La plaque de plâtre se retrouve à de multiples occurrences dans votre démarche. Elle dénote un rapport particulier à la cimaise. Pour «Back Line», en ce moment à la Galerie 22,48m2, vous présentez des structures qui reprennent ce même matériau. Que représente-t-il pour vous?
Lucie Le Bouder. Cette exposition parle du mur de différentes façons, qu’il soit un élément d’architecture, ou un espace de présentation dans une galerie. J’essaie d’opérer un glissement des murs de la galerie vers le statut d’œuvre, et au contraire de passer de mes sculptures vers les cimaises. J’ai utilisé la plaque de plâtre dès mes études aux Beaux-Arts de Nantes. Je me suis alors rendue compte, lors de mes recherches, puis lors d’une résidence à Tokyo, que les dimensions des plaques, et leurs teintes, variaient selon les pays. J’expérimente ce médium en tant qu’entité propre, simple mais au potentiel vaste. J’extrais ce panneau de son utilisation première, pour le moduler, pour produire autre chose.
Votre matériau de prédilection semble instaurer une limite floue entre la cimaise et la sculpture.
Lucie Le Bouder. Je mets en place un jeu de contiguïté entre mes structures et leur référent, pour perturber leur lecture. Ici la sculpture est adossée au mur et une bande de couleur vive se reflète sur lui. Il y a un rapprochement et en même temps une frontière infime s’immisce entre la sculpture, son matériau et son étai.
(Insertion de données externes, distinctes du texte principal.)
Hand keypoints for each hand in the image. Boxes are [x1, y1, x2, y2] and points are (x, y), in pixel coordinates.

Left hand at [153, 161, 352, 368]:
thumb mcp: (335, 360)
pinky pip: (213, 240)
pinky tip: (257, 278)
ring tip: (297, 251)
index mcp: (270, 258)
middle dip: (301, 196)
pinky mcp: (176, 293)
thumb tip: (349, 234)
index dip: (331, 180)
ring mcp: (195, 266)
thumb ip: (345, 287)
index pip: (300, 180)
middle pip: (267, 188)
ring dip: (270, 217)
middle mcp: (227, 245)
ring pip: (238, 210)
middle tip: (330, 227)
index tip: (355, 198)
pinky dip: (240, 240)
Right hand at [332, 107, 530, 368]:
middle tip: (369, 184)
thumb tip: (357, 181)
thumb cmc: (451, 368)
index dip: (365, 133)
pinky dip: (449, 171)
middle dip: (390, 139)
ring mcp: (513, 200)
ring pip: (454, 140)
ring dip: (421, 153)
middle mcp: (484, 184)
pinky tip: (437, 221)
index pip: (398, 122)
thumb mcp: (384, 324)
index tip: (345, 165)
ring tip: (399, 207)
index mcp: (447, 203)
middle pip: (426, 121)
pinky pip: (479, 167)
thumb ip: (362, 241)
Dans Pli #3 (2014), une connexion s’effectue par la couleur reflétée, entre ce fragment, arraché à son usage premier, et son référent.
Ces structures sont accompagnées, ici, d’une peinture murale, Wall #2 (2014), qui interroge d’une autre manière votre rapport à la cimaise.
Lucie Le Bouder. La peinture murale composée de différentes nuances de blanc vient compléter, ici, un questionnement autour des murs de présentation d’une galerie. J’avais réalisé une première œuvre in-situ, de ce type, à la Fonderie Darling en 2013, à Montréal. Pour la Galerie 22,48m2, je donne une nouvelle perspective au mur en cherchant une certaine profondeur, par les formes peintes sur sa surface. Le point de départ de Wall est le livre Espèces d’espaces dans lequel Georges Perec évoque un tableau que l’on oublie autant que le mur qui le supporte au quotidien. Pour moi, il s’agissait d’apposer une peinture directement sur le mur, pour questionner notre vision de ces deux objets. Finalement, oublie-t-on la cimaise ou la peinture face à cette pièce? Elle reste indéterminée dans son approche. On ne la voit presque pas si on l’observe depuis la vitrine, pourtant une fois devant on remarque toutes ses nuances colorées. Douze teintes créées à partir du même blanc ressortent, par contraste quand elles sont placées les unes à côté des autres, alors qu’en pot elles se confondaient. Paradoxalement le mur s’estompe en révélant la peinture, qui elle-même semble s’effacer quand elle est composée de blancs proches de la teinte de la cimaise.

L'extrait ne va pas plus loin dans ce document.